• **Task to complete**
In full and without change, repeat the records shown below.

[Data to process Boundary: Start]

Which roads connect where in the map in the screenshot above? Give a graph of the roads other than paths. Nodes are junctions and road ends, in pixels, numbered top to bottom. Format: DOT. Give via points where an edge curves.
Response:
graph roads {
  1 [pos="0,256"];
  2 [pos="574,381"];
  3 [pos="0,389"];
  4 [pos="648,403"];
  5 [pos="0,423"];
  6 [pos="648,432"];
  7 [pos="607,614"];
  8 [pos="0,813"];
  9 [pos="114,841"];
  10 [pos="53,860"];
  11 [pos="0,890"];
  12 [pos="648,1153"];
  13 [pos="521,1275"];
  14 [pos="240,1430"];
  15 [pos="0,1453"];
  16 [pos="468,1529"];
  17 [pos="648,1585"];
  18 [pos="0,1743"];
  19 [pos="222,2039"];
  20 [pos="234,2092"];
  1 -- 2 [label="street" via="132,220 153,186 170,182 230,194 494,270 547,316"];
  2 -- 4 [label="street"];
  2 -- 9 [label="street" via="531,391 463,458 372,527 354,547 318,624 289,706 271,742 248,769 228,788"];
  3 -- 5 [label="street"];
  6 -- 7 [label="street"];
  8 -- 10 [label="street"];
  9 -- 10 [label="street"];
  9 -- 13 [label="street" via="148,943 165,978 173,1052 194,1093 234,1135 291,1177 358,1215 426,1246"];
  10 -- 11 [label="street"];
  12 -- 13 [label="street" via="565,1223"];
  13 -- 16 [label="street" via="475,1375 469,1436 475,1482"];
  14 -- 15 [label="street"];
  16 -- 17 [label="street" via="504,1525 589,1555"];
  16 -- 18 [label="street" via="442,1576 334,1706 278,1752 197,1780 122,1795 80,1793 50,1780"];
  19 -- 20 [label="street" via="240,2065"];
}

[Data to process Boundary: End]

• **Task response**
Which roads connect where in the map in the screenshot above? Give a graph of the roads other than paths. Nodes are junctions and road ends, in pixels, numbered top to bottom. Format: DOT. Give via points where an edge curves.
Response:
graph roads {
  1 [pos="0,256"];
  2 [pos="574,381"];
  3 [pos="0,389"];
  4 [pos="648,403"];
  5 [pos="0,423"];
  6 [pos="648,432"];
  7 [pos="607,614"];
  8 [pos="0,813"];
  9 [pos="114,841"];
  10 [pos="53,860"];
  11 [pos="0,890"];
  12 [pos="648,1153"];
  13 [pos="521,1275"];
  14 [pos="240,1430"];
  15 [pos="0,1453"];
  16 [pos="468,1529"];
  17 [pos="648,1585"];
  18 [pos="0,1743"];
  19 [pos="222,2039"];
  20 [pos="234,2092"];
  1 -- 2 [label="street" via="132,220 153,186 170,182 230,194 494,270 547,316"];
  2 -- 4 [label="street"];
  2 -- 9 [label="street" via="531,391 463,458 372,527 354,547 318,624 289,706 271,742 248,769 228,788"];
  3 -- 5 [label="street"];
  6 -- 7 [label="street"];
  8 -- 10 [label="street"];
  9 -- 10 [label="street"];
  9 -- 13 [label="street" via="148,943 165,978 173,1052 194,1093 234,1135 291,1177 358,1215 426,1246"];
  10 -- 11 [label="street"];
  12 -- 13 [label="street" via="565,1223"];
  13 -- 16 [label="street" via="475,1375 469,1436 475,1482"];
  14 -- 15 [label="street"];
  16 -- 17 [label="street" via="504,1525 589,1555"];
  16 -- 18 [label="street" via="442,1576 334,1706 278,1752 197,1780 122,1795 80,1793 50,1780"];
  19 -- 20 [label="street" via="240,2065"];
}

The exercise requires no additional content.